Gorsze od oczekiwań wyniki finansowe spółki powinny przełożyć się na spadek wartości jej akcji, jednak niezbadane są wyroki rynków finansowych. Widać to chociażby po różnym podejściu inwestorów do Meta (NASDAQ:META) Platforms oraz Tesli (NASDAQ:TSLA), gdzie pierwsza z tych spółek osiągnęła lepszy od oczekiwanego zysk, a mimo to jej kurs runął o ponad 10%, z kolei firma Elona Muska pokazała 23 kwietnia wyniki za I kwartał 2024 r., które były słabsze we wszystkich aspektach, a mimo to kurs wystrzelił.
– Wyniki Tesli za I kwartał 2024 r. były słabsze we wszystkich aspektach. Spółka poinformowała o pierwszym spadku przychodów rok do roku od 2. kwartału 2020 r., podczas gdy sprzedaż w wartości nominalnej była najniższa od 2. kwartału 2022 r. Zysk brutto, zysk operacyjny i zysk netto były niższe od oczekiwań i znacznie spadły w porównaniu z rokiem ubiegłym. Dużym zaskoczeniem w raporcie Tesli za I kwartał 2024 r. było ogromne i nieoczekiwane spalanie gotówki w wysokości 2,5 mld USD. Tesla odnotowała spadek przepływów pieniężnych z działalności operacyjnej o 90% rok do roku! Jest to bardzo niepokojące zjawisko, które pokazuje, że cięcia cen odbijają się na finansach spółki – komentują analitycy XTB (WA:XTB).
Część inwestorów uznała jednak tak złe dane za okazję inwestycyjną, aby po blisko 50% przecenie zainwestować w spółkę, która już wielokrotnie załamywała oczekiwania analityków.

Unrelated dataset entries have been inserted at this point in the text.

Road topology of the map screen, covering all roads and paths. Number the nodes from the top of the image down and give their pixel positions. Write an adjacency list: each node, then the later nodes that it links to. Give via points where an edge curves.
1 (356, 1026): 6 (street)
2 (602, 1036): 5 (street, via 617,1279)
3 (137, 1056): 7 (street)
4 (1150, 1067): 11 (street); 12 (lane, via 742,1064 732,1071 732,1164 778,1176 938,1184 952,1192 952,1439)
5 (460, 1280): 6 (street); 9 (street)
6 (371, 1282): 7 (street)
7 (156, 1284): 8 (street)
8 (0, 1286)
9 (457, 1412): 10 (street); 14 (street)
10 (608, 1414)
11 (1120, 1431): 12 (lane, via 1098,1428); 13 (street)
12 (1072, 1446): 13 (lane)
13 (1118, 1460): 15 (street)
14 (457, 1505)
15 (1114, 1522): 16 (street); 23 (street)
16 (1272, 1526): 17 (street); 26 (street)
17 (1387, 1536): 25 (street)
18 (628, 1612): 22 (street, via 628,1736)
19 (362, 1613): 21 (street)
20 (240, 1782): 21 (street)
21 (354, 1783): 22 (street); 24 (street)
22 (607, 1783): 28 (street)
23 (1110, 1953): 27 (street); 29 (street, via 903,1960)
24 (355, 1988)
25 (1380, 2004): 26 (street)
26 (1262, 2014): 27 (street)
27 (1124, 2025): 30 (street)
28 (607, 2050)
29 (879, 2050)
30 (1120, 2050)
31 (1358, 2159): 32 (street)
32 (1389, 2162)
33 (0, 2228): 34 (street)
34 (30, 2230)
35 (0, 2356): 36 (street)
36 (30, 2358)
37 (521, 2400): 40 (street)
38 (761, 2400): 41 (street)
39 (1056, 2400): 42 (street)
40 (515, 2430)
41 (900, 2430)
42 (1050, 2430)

– Notowania Tesli dotarły do dołka, w którego okolicach zabrakło już podaży. Mało kto chciał sprzedawać akcje przecenione blisko 50% względem początku roku, a mglista obietnica Elona Muska odnośnie tańszych samochodów kolejny raz przekonała inwestorów. Uważam, że opublikowane wyniki nie dają żadnej gwarancji, że Tesla utrzyma zanotowane odbicie. Wróciliśmy dopiero do pierwszego poważnego poziomu oporu, a to znaczy, że byki będą musiały dać z siebie coś więcej, niż tylko korektę na skrajnie wyprzedanym rynku – wskazał analityk CMC Markets Łukasz Wardyn.